*Your instructions*
Filter the listing below down to the lines containing the word "东林二路".

*Given entries*
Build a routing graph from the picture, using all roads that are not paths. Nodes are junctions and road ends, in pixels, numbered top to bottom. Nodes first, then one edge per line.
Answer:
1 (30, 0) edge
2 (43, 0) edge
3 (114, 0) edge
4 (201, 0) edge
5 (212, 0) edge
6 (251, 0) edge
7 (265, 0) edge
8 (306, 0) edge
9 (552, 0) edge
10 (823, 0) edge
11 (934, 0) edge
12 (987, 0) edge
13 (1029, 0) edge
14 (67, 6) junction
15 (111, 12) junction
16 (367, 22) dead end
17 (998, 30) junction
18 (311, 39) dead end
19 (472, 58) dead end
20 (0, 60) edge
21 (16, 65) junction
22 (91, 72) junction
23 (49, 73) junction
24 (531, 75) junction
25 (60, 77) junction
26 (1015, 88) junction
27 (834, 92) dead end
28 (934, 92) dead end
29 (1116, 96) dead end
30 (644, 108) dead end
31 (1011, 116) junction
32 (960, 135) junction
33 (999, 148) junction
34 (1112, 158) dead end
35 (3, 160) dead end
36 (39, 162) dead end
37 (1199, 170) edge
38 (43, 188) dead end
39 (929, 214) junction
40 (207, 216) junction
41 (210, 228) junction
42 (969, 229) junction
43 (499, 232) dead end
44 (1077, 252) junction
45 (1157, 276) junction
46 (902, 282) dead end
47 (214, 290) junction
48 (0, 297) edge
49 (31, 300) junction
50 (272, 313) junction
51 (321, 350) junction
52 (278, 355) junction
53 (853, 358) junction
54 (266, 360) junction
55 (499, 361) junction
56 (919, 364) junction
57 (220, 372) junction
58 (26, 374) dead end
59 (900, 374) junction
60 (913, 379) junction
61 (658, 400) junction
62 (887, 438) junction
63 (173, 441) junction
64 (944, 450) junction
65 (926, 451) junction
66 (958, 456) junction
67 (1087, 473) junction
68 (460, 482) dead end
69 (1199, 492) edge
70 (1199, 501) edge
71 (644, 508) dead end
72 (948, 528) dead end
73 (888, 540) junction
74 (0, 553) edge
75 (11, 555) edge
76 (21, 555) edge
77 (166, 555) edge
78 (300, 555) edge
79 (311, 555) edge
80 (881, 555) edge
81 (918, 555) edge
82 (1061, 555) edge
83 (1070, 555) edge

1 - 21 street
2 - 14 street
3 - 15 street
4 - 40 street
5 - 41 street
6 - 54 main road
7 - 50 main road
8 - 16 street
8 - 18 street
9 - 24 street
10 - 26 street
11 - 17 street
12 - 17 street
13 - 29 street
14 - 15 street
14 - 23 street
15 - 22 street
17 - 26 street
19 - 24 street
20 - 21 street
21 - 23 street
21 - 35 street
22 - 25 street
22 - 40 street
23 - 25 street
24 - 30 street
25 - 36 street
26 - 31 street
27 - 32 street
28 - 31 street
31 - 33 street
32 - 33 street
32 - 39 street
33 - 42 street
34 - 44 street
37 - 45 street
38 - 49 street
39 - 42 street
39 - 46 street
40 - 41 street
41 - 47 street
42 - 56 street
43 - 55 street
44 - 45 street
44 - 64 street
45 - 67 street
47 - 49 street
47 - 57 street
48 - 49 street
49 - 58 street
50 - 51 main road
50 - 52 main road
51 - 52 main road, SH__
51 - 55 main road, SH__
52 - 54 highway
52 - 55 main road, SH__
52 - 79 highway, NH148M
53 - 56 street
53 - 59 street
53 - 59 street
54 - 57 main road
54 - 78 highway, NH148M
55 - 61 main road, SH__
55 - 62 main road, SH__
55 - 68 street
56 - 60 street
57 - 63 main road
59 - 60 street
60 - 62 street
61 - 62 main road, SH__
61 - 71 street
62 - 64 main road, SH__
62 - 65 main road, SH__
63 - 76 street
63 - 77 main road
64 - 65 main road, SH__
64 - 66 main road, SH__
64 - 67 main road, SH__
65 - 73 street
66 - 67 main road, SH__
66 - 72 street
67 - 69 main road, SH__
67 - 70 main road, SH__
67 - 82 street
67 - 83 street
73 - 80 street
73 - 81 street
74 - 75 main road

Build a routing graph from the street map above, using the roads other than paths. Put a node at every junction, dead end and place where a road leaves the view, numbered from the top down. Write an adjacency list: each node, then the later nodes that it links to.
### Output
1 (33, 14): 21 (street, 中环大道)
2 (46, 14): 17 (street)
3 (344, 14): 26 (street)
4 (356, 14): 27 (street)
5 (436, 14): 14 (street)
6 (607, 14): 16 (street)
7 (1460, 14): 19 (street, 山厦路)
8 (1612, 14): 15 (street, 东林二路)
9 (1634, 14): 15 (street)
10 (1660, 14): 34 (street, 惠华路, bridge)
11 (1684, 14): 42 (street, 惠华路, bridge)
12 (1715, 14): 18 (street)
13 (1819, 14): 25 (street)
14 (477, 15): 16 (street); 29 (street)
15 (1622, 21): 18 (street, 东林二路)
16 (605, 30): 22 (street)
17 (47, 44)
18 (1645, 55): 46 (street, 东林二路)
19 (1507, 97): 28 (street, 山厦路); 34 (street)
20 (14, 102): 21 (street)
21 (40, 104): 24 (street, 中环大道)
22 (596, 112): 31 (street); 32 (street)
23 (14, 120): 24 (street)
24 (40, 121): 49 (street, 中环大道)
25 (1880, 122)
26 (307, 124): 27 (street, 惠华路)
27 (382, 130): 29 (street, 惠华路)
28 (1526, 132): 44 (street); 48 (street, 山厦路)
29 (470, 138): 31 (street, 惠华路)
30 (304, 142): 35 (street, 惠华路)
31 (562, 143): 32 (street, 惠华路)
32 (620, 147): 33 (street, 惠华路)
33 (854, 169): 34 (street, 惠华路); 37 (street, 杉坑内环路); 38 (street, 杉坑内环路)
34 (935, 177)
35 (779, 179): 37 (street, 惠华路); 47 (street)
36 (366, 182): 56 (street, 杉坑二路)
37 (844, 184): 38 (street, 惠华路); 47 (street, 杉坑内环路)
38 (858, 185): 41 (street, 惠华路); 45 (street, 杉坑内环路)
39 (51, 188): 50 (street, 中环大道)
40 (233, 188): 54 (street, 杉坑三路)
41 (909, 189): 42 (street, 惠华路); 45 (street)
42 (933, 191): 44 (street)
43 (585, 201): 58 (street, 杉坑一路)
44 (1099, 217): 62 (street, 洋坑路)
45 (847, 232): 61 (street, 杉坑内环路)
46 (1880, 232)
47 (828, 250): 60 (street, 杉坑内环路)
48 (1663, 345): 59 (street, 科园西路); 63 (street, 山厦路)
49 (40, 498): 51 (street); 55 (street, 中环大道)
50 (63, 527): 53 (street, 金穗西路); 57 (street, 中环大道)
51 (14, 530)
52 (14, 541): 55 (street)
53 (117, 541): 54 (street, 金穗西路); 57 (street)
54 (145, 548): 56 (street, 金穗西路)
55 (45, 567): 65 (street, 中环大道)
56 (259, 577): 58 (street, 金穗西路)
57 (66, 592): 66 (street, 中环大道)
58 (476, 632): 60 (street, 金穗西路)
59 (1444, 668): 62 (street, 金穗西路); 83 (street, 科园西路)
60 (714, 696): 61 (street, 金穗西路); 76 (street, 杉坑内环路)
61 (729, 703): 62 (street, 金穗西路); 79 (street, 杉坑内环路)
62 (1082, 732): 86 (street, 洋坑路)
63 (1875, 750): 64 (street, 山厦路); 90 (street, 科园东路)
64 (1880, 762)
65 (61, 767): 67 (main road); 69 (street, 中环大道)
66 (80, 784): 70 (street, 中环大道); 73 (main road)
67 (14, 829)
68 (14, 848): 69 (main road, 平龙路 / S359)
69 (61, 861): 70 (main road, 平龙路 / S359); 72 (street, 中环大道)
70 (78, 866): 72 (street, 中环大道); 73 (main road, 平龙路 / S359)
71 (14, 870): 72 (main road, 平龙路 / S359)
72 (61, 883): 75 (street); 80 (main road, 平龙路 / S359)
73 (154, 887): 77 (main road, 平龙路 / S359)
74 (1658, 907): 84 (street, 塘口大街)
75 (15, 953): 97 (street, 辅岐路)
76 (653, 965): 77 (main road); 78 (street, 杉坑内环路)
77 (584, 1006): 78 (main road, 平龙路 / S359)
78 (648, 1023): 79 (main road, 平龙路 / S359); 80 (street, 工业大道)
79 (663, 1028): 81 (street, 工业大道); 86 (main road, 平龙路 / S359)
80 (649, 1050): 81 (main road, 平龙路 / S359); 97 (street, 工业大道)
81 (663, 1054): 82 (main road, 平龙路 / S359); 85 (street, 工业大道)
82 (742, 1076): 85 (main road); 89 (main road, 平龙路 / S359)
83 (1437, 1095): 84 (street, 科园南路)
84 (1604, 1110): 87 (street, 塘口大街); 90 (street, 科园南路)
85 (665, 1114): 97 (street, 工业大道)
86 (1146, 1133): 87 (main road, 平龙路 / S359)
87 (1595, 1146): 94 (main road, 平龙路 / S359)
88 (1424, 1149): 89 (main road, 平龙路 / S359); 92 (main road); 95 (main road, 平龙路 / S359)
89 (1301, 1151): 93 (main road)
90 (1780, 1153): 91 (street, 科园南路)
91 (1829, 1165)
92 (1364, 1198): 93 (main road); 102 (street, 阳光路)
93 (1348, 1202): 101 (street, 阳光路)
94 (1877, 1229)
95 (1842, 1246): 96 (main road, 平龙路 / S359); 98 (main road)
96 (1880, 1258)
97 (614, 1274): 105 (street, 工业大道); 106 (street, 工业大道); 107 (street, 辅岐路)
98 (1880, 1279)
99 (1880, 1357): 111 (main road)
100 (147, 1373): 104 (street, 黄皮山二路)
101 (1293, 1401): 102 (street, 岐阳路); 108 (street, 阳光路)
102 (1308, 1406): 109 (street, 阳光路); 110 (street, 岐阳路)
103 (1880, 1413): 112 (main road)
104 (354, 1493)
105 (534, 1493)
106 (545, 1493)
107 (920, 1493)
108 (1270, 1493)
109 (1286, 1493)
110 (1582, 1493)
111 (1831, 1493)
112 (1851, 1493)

*Solution below*
8 (1612, 14): 15 (street, 东林二路)
15 (1622, 21): 18 (street, 东林二路)
18 (1645, 55): 46 (street, 东林二路)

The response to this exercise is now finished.